Takashi Yasumura (selector)

What interested me in your work was that you didn't try to present something within yourself. I think you brought an invaluable attitude to the work, in attempting to verify what you didn't yet know in order to broaden the field you find engaging. I selected your work because I felt such a stance should be rewarded and because I wanted to see your work exhibited at the venue here.
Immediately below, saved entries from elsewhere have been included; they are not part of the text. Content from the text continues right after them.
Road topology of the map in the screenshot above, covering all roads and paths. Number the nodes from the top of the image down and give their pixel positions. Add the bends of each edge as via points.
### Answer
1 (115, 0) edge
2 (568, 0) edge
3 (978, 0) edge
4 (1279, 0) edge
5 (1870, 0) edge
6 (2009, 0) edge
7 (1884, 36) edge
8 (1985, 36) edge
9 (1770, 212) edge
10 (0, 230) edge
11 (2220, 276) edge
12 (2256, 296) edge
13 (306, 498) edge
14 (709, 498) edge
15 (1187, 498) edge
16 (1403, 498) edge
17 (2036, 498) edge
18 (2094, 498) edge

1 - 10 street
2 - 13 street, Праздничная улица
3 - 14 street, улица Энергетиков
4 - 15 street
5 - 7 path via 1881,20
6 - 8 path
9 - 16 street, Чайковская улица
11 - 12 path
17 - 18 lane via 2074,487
When I viewed your exhibit, I found it slightly different than what I had imagined it would be. Initially you had written that you would use transparencies. Was there any reason for giving up on that idea?

(Endo)
That was a video reflecting a process that had a slightly cynical take of so-called portfolio reviews and projected superimposed images with a projector. Since this exhibit decorates an art museum, I wanted to preserve the materiality inherent in photos, and I was trying to be both cynical and compelling through the quick transitions of multiple images. The files themselves are all videos, even though they look like photos.

(Yasumura)
I see. What I hear from you sounds like you are going way past what I was thinking. You adopted a selection method that purposefully omits the peaks — removing several images casts more relief on the remaining images. What was your reasoning in doing that?

(Endo)
I omitted the peaks so I could show the outcomes that enabled me to rethink what I believed was the decisive moment. In other words, I wanted to show that I, with this technique, could take decisive moments that previously I had been missing.

(Endo)
To be honest, I feel like I'm just checking my own answers. Your approach is like “the photograph is somewhere in the video”. But what I was expecting was the ability to learn more about what you don't know by varying the speed of the video or changing the scale.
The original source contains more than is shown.